David es un individuo binario. Un hombre de acción que activa los resortes de su mente como un interruptor. Obedece. No piensa, no siente. Un mutilado emocional. El perfecto soldado. El perfecto agente antidisturbios de los mossos d’esquadra. David es uno de los protagonistas de El rei borní de Marc Crehuet. Su antagonista es Ignasi, hipster bienintencionado, fóbico social y documentalista de las causas justas. En una manifestación se ven las caras. David actúa. Dispara. Ignasi pierde un ojo. Ignasi, el cineasta tuerto. Volverán a verse las caras ante un plato de cocina creativa casera.
Comedia cruel sobre las trincheras que genera la crisis. Crehuet provoca el máximo absurdo enfrentando dos personalidades tipo –simplificadas, ridiculizadas– en un encuentro de entrada tan intrascendente como una cena de parejas. No hay nada tan dramáticamente explosivo como una convención social manipulada por el autor omnipotente. Agitar el fango que como un denso poso impide que salga el verdadero yo de los convocados.
Esto es sólo el principio del cuento. La obra de Crehuet –otro seguro éxito de la programación de la Sala Flyhard– es un divertido experimento sobre lo que con sorpresa podemos llegar a considerar normal. Un texto sobre la banalidad como rasgo universal, también cuando se aplica a la violencia o la reafirmación ética. Parece que el autor se apunta a la teoría de que la humanidad está sumida en una imparable idiotización, abotargada por una cacofonía de palabras vaciadas de contenido, de la que no se salva nadie. Ni los buenos ni los malos.

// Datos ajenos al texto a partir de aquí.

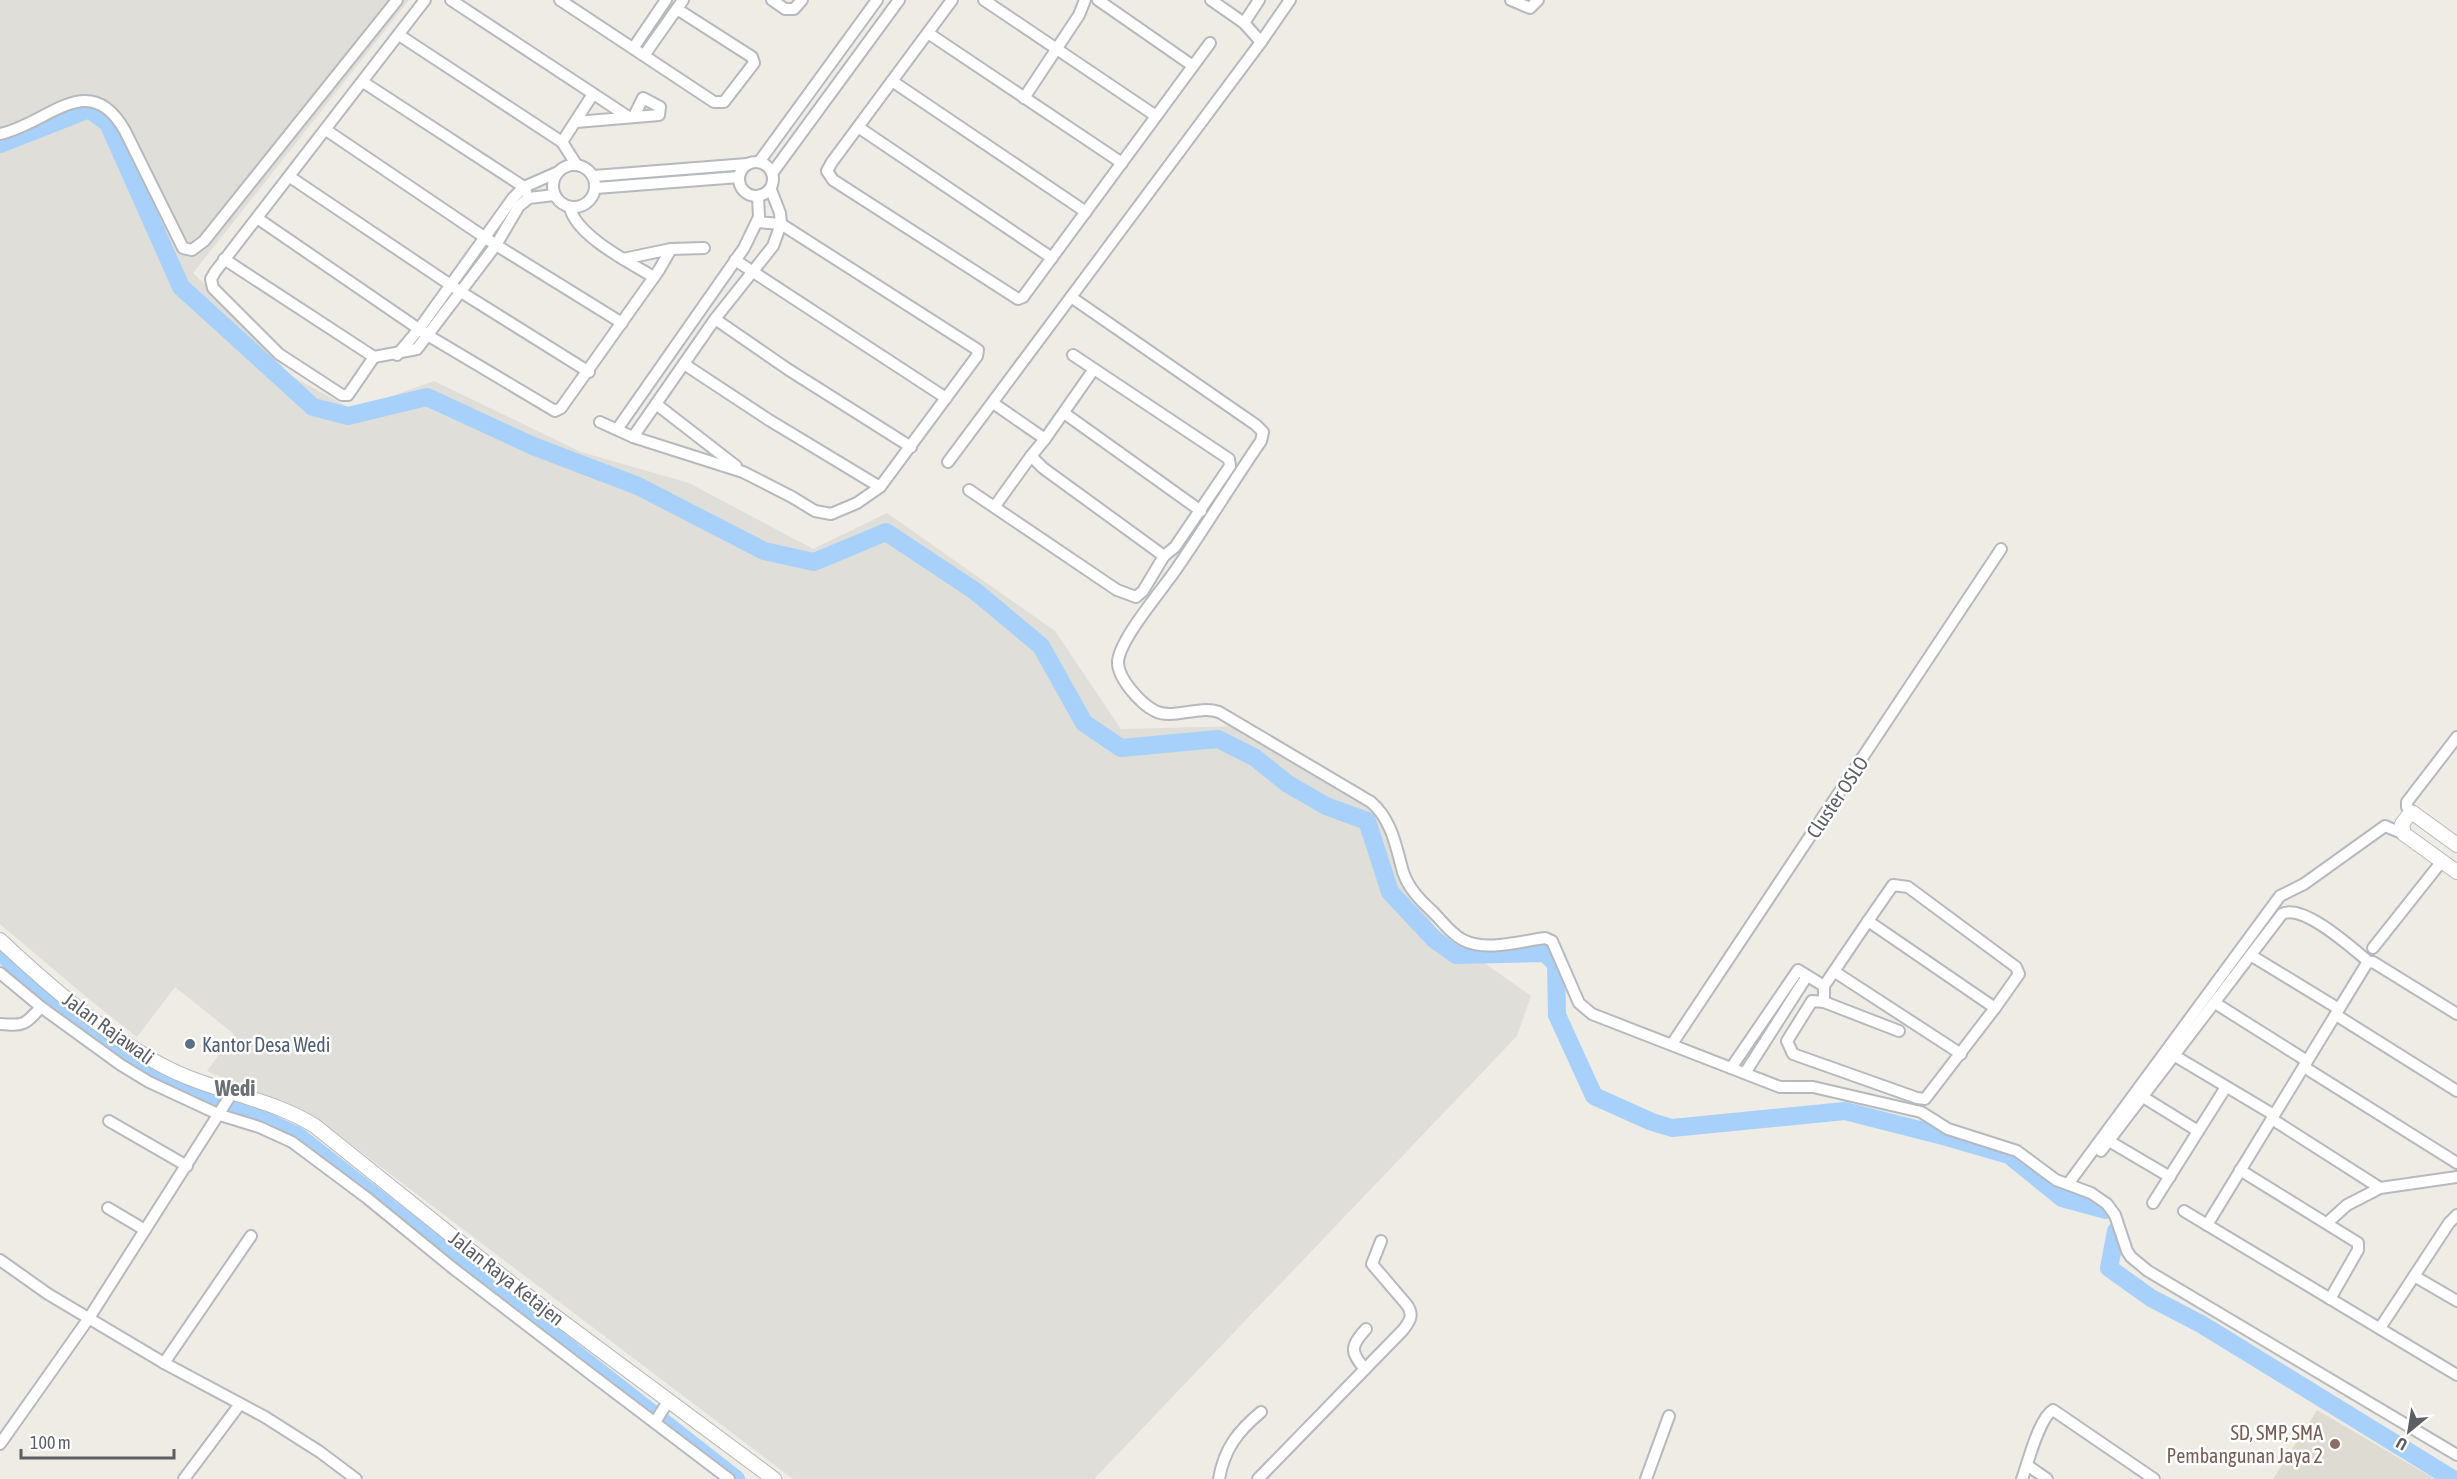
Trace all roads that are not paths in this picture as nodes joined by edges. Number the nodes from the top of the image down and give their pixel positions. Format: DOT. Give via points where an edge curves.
graph roads {
  1 [pos="397,0"];
  2 [pos="425,0"];
  3 [pos="451,0"];
  4 [pos="560,0"];
  5 [pos="665,0"];
  6 [pos="772,0"];
  7 [pos="802,0"];
  8 [pos="877,0"];
  9 [pos="899,0"];
  10 [pos="952,0"];
  11 [pos="984,0"];
  12 [pos="1085,0"];
  13 [pos="1098,0"];
  14 [pos="1211,0"];
  15 [pos="1259,0"];
  16 [pos="1290,0"];
  17 [pos="1511,0"];
  18 [pos="1538,0"];
  19 [pos="680,4"];
  20 [pos="1079,15"];
  21 [pos="1244,23"];
  22 [pos="928,33"];
  23 [pos="399,35"];
  24 [pos="1261,42"];
  25 [pos="1210,43"];
  26 [pos="634,47"];
  27 [pos="1056,48"];
  28 [pos="645,54"];
  29 [pos="1193,66"];
  30 [pos="892,81"];
  31 [pos="363,82"];
  32 [pos="593,94"];
  33 [pos="1024,98"];
  34 [pos="1156,116"];
  35 [pos="576,122"];
  36 [pos="858,127"];
  37 [pos="326,130"];
  38 [pos="0,134"];
  39 [pos="562,142"];
  40 [pos="759,162"];
  41 [pos="1122,163"];
  42 [pos="576,164"];
  43 [pos="747,164"];
  44 [pos="772,172"];
  45 [pos="556,173"];
  46 [pos="594,176"];
  47 [pos="290,177"];
  48 [pos="739,177"];
  49 [pos="524,187"];
  50 [pos="596,188"];
  51 [pos="771,190"];
  52 [pos="554,195"];
  53 [pos="758,197"];
  54 [pos="529,198"];
  55 [pos="570,207"];
  56 [pos="1086,212"];
  57 [pos="257,218"];
  58 [pos="757,222"];
  59 [pos="781,224"];
  60 [pos="486,238"];
  61 [pos="496,245"];
  62 [pos="704,248"];
  63 [pos="671,249"];
  64 [pos="1052,258"];
  65 [pos="224,259"];
  66 [pos="623,259"];
  67 [pos="735,260"];
  68 [pos="750,272"];
  69 [pos="654,277"];
  70 [pos="451,285"];
  71 [pos="461,292"];
  72 [pos="1071,297"];
  73 [pos="715,319"];
  74 [pos="622,323"];
  75 [pos="419,329"];
  76 [pos="684,333"];
  77 [pos="429,336"];
  78 [pos="699,342"];
  79 [pos="397,355"];
  80 [pos="1073,355"];
  81 [pos="375,357"];
  82 [pos="684,364"];
  83 [pos="1094,369"];
  84 [pos="589,372"];
  85 [pos="653,378"];
  86 [pos="667,387"];
  87 [pos="946,399"];
  88 [pos="993,403"];
  89 [pos="656,404"];
  90 [pos="1064,413"];
  91 [pos="600,422"];
  92 [pos="618,428"];
  93 [pos="633,437"];
  94 [pos="1045,439"];
  95 [pos="911,447"];
  96 [pos="1031,456"];
  97 [pos="948,462"];
  98 [pos="743,472"];
  99 [pos="880,487"];
  100 [pos="969,490"];
  101 [pos="995,506"];
  102 [pos="1201,511"];
  103 [pos="2001,549"];
  104 [pos="1164,556"];
  105 [pos="2457,737"];
  106 [pos="2411,812"];
  107 [pos="2385,826"];
  108 [pos="2404,834"];
  109 [pos="2457,845"];
  110 [pos="2442,861"];
  111 [pos="2457,872"];
  112 [pos="1868,921"];
  113 [pos="0,940"];
  114 [pos="2373,948"];
  115 [pos="2252,956"];
  116 [pos="2369,962"];
  117 [pos="1835,972"];
  118 [pos="0,973"];
  119 [pos="1803,973"];
  120 [pos="1824,986"];
  121 [pos="1824,1002"];
  122 [pos="2215,1004"];
  123 [pos="41,1007"];
  124 [pos="1995,1008"];
  125 [pos="2337,1012"];
  126 [pos="2457,1014"];
  127 [pos="0,1024"];
  128 [pos="1899,1031"];
  129 [pos="1672,1044"];
  130 [pos="1961,1054"];
  131 [pos="2175,1056"];
  132 [pos="2306,1064"];
  133 [pos="1731,1068"];
  134 [pos="1745,1073"];
  135 [pos="2226,1087"];
  136 [pos="2457,1091"];
  137 [pos="231,1095"];
  138 [pos="2143,1097"];
  139 [pos="222,1112"];
  140 [pos="2273,1117"];
  141 [pos="109,1121"];
  142 [pos="2198,1131"];
  143 [pos="2109,1141"];
  144 [pos="2101,1151"];
  145 [pos="2457,1163"];
  146 [pos="187,1166"];
  147 [pos="2240,1170"];
  148 [pos="2170,1177"];
  149 [pos="2457,1177"];
  150 [pos="2068,1184"];
  151 [pos="2380,1188"];
  152 [pos="2154,1203"];
  153 [pos="108,1208"];
  154 [pos="2184,1211"];
  155 [pos="2454,1222"];
  156 [pos="2327,1223"];
  157 [pos="2207,1225"];
  158 [pos="145,1230"];
  159 [pos="251,1236"];
  160 [pos="1381,1240"];
  161 [pos="0,1260"];
  162 [pos="2414,1276"];
  163 [pos="2330,1299"];
  164 [pos="2457,1301"];
  165 [pos="89,1318"];
  166 [pos="1366,1329"];
  167 [pos="2380,1329"];
  168 [pos="164,1363"];
  169 [pos="1365,1369"];
  170 [pos="2457,1375"];
  171 [pos="668,1403"];
  172 [pos="240,1404"];
  173 [pos="1261,1412"];
  174 [pos="1669,1416"];
  175 [pos="656,1421"];
  176 [pos="0,1444"];
  177 [pos="2457,1455"];
  178 [pos="2027,1465"];
  179 [pos="718,1471"];
  180 [pos="184,1479"];
  181 [pos="356,1479"];
  182 [pos="709,1479"];
  183 [pos="729,1479"];
  184 [pos="774,1479"];
  185 [pos="1219,1479"];
  186 [pos="1258,1479"];
  187 [pos="1646,1479"];
  188 [pos="2022,1479"];
  189 [pos="2048,1479"];
  190 [pos="2154,1479"];
  1 -- 38 [label="street" via="204,241 192,250 183,248 125,131 116,115 104,105 82,101"];
  2 -- 23 [label="street"];
  3 -- 32 [label="street"];
  4 -- 26 [label="street"];
  5 -- 26 [label="street"];
  6 -- 7 [label="street" via="785,9 794,9"];
  8 -- 40 [label="street"];
  9 -- 44 [label="street"];
  10 -- 22 [label="street"];
  11 -- 27 [label="street"];
  12 -- 20 [label="street"];
  13 -- 20 [label="street"];
  13 -- 29 [label="street"];
  14 -- 21 [label="street"];
  15 -- 21 [label="street"];
  16 -- 24 [label="street"];
  17 -- 18 [label="street" via="1530,8"];
  19 -- 28 [label="street"];
  19 -- 28 [label="street" via="752,57 754,63 724,102 718,104"];
  20 -- 27 [label="street"];
  21 -- 24 [label="street"];
  22 -- 30 [label="street"];
  22 -- 33 [label="street"];
  23 -- 31 [label="street"];
  23 -- 39 [label="street"];
  24 -- 72 [label="street"];
  25 -- 29 [label="street"];
  26 -- 28 [label="street"];
  27 -- 33 [label="street"];
  27 -- 34 [label="street"];
  29 -- 34 [label="street"];
  30 -- 36 [label="street"];
  30 -- 56 [label="street"];
  31 -- 37 [label="street"];
  31 -- 49 [label="street"];
  32 -- 35 [label="street"];
  32 -- 35 [label="street" via="630,116"];
  33 -- 41 [label="street"];
  34 -- 41 [label="street"];
  35 -- 39 [label="street"];
  36 -- 64 [label="street"];
  36 -- 64 [label="street" via="828,166 833,180 1014,298 1023,297"];
  37 -- 47 [label="street"];
  37 -- 60 [label="street"];
  39 -- 42 [label="street"];
  40 -- 43 [label="street"];
  40 -- 44 [label="street"];
  41 -- 56 [label="street"];
  42 -- 45 [label="street"];
  42 -- 46 [label="street"];
  43 -- 46 [label="street"];
  43 -- 48 [label="street"];
  44 -- 51 [label="street"];
  45 -- 49 [label="street"];
  45 -- 52 [label="street"];
  46 -- 50 [label="street"];
  47 -- 57 [label="street"];
  47 -- 70 [label="street"];
  48 -- 50 [label="street"];
  48 -- 53 [label="street" via="744,191"];
  49 -- 54 [label="street"];
  49 -- 60 [label="street"];
  50 -- 55 [label="street" via="591,200 580,207"];
  51 -- 53 [label="street"];
  51 -- 59 [label="street"];
  52 -- 54 [label="street"];
  52 -- 55 [label="street"];
  53 -- 58 [label="street"];
  54 -- 61 [label="street" via="519,206"];
  55 -- 66 [label="street" via="579,226"];
  56 -- 64 [label="street"];
  57 -- 65 [label="street"];
  57 -- 75 [label="street"];
  58 -- 59 [label="street"];
  58 -- 67 [label="street"];
  59 -- 68 [label="street" via="772,246"];
  59 -- 87 [label="street" via="978,350"];
  60 -- 61 [label="street"];
  60 -- 70 [label="street"];
  61 -- 71 [label="street"];
  61 -- 74 [label="street"];
  62 -- 63 [label="street"];
  63 -- 66 [label="street"];
  63 -- 69 [label="street"];
  65 -- 81 [label="street"];
  65 -- 81 [label="street" via="212,276 213,288 285,359 345,395"];
  66 -- 69 [label="street"];
  67 -- 68 [label="street"];
  67 -- 76 [label="street"];
  68 -- 73 [label="street"];
  68 -- 87 [label="street"];
  69 -- 74 [label="street"];
  70 -- 71 [label="street"];
  70 -- 75 [label="street"];
  71 -- 77 [label="street"];
  71 -- 84 [label="street"];
  72 -- 88 [label="street"];
  72 -- 129 [label="street" via="1263,432 1261,441 1121,651 1118,664 1124,680 1155,711 1168,714 1202,708 1218,712 1371,802 1388,823 1407,883 1454,933 1472,944 1545,938 1552,941 1584,1010"];
  73 -- 78 [label="street"];
  73 -- 95 [label="street"];
  74 -- 84 [label="street"];
  75 -- 77 [label="street"];
  75 -- 79 [label="street"];
  76 -- 78 [label="street"];
  76 -- 85 [label="street"];
  77 -- 79 [label="street" via="417,350"];
  77 -- 84 [label="street" via="555,411"];
  78 -- 82 [label="street"];
  79 -- 81 [label="street"];
  80 -- 83 [label="street"];
  82 -- 86 [label="street"];
  82 -- 99 [label="street"];
  83 -- 90 [label="street"];
  83 -- 102 [label="street" via="1229,459 1230,466"];
  85 -- 86 [label="street"];
  85 -- 92 [label="street"];
  86 -- 89 [label="street"];
  87 -- 95 [label="street"];
  88 -- 94 [label="street"];
  88 -- 97 [label="street"];
  89 -- 93 [label="street"];
  89 -- 98 [label="street"];
  90 -- 94 [label="street"];
  90 -- 102 [label="street"];
  91 -- 92 [label="street"];
  92 -- 93 [label="street"];
  93 -- 98 [label="street"];
  94 -- 96 [label="street"];
  95 -- 99 [label="street"];
  96 -- 101 [label="street"];
  96 -- 104 [label="street" via="1065,486"];
  98 -- 99 [label="street" via="823,514 841,511"];
  100 -- 101 [label="street"];
  101 -- 104 [label="street" via="1129,596 1136,597 1143,591"];
  102 -- 104 [label="street" via="1176,547"];
  103 -- 129 [label="street, Cluster OSLO"];
  105 -- 106 [label="street" via="2409,798 2407,807"];
  106 -- 107 [label="street"];
  106 -- 108 [label="street" via="2402,824"];
  106 -- 109 [label="street"];
  107 -- 108 [label="street"];
  107 -- 150 [label="street" via="2304,884 2280,896"];
  108 -- 110 [label="street"];
  110 -- 111 [label="street"];
  110 -- 114 [label="street"];
  112 -- 117 [label="street"];
  112 -- 124 [label="street"];
  112 -- 124 [label="street" via="1893,885 1908,887 2016,967 2019,974 2015,982"];
  113 -- 137 [label="street, Jalan Rajawali" via="60,993 143,1053"];
  115 -- 116 [label="street" via="2279,916 2290,911 2319,924"];
  115 -- 122 [label="street"];
  115 -- 125 [label="street"];
  116 -- 125 [label="street"];
  116 -- 126 [label="street"];
  117 -- 120 [label="street"];
  117 -- 130 [label="street"];
  118 -- 123 [label="street"];
  119 -- 120 [label="street"];
  119 -- 133 [label="street"];
  119 -- 134 [label="street"];
  120 -- 121 [label="street"];
  121 -- 128 [label="street"];
  121 -- 130 [label="street" via="1812,1001 1787,1041 1793,1054 1925,1099"];
  122 -- 131 [label="street"];
  122 -- 132 [label="street"];
  123 -- 127 [label="street" via="27,1023"];
  123 -- 139 [label="street" via="149,1082"];
  124 -- 130 [label="street"];
  125 -- 132 [label="street"];
  125 -- 136 [label="street"];
  129 -- 133 [label="street"];
  131 -- 135 [label="street"];
  131 -- 138 [label="street"];
  132 -- 140 [label="street"];
  132 -- 145 [label="street"];
  133 -- 134 [label="street"];
  134 -- 150 [label="street" via="1780,1087 1813,1087 1921,1112 1948,1129 2017,1151"];
  135 -- 140 [label="street"];
  135 -- 142 [label="street"];
  137 -- 139 [label="street"];
  137 -- 171 [label="street, Jalan Raya Ketajen" via="286,1111 321,1130"];
  138 -- 142 [label="street"];
  138 -- 143 [label="street"];
  139 -- 146 [label="street"];
  139 -- 175 [label="street" via="292,1142"];
  140 -- 147 [label="street"];
  140 -- 151 [label="street"];
  141 -- 146 [label="street"];
  142 -- 148 [label="street"];
  143 -- 144 [label="street"];
  143 -- 148 [label="street"];
  146 -- 158 [label="street"];
  147 -- 156 [label="street"];
  147 -- 157 [label="street"];
  148 -- 152 [label="street"];
  149 -- 151 [label="street"];
  150 -- 177 [label="street" via="2107,1204 2115,1215 2127,1251 2148,1271"];
  151 -- 156 [label="street" via="2347,1205"];
  153 -- 158 [label="street"];
  154 -- 157 [label="street"];
  155 -- 162 [label="street"];
  156 -- 163 [label="street" via="2359,1245"];
  157 -- 163 [label="street"];
  158 -- 165 [label="street"];
  159 -- 168 [label="street"];
  160 -- 169 [label="street" via="1372,1264 1411,1315 1403,1330"];
  161 -- 165 [label="street"];
  162 -- 164 [label="street"];
  162 -- 167 [label="street"];
  163 -- 167 [label="street"];
  165 -- 168 [label="street"];
  165 -- 176 [label="street"];
  166 -- 169 [label="street" via="1353,1351"];
  167 -- 170 [label="street"];
  168 -- 172 [label="street"];
  169 -- 186 [label="street"];
  171 -- 175 [label="street"];
  171 -- 184 [label="street, Jalan Raya Ketajen"];
  172 -- 180 [label="street"];
  172 -- 181 [label="street" via="320,1452"];
  173 -- 185 [label="street" via="1227,1448"];
  174 -- 187 [label="street"];
  175 -- 179 [label="street"];
  178 -- 188 [label="street"];
  178 -- 189 [label="street"];
  178 -- 190 [label="street" via="2043,1422 2054,1410"];
  179 -- 182 [label="street"];
  179 -- 183 [label="street"];
}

Para eso el autor ha creado unos personajes a la medida de sus necesidades. Los usa como conejillos de indias y juega con ellos y con el público para mostrarnos que el circuito-laberinto no tiene salida. Un momento: hay una. David la encontrará. Sólo tiene que dejar de ser imbécil, aunque tenga que pagar un alto precio a cambio. Hay que esperar que llegue el sorprendente final de la función para ver la factura y ahogar la risa.
El rei borni es Ignasi, es Miki Esparbé perfecto en su papel de activista con frenillo; pero el rey de la función es Alain Hernández (David). Tiene que ser duro asumir un personaje antipático, un Dorian Gray de la estupidez, que además es conscientemente abandonado por el autor hasta dejarlo solo ante la puerta de salida. Esa soledad necesita un gran intérprete y Hernández demuestra que lo es.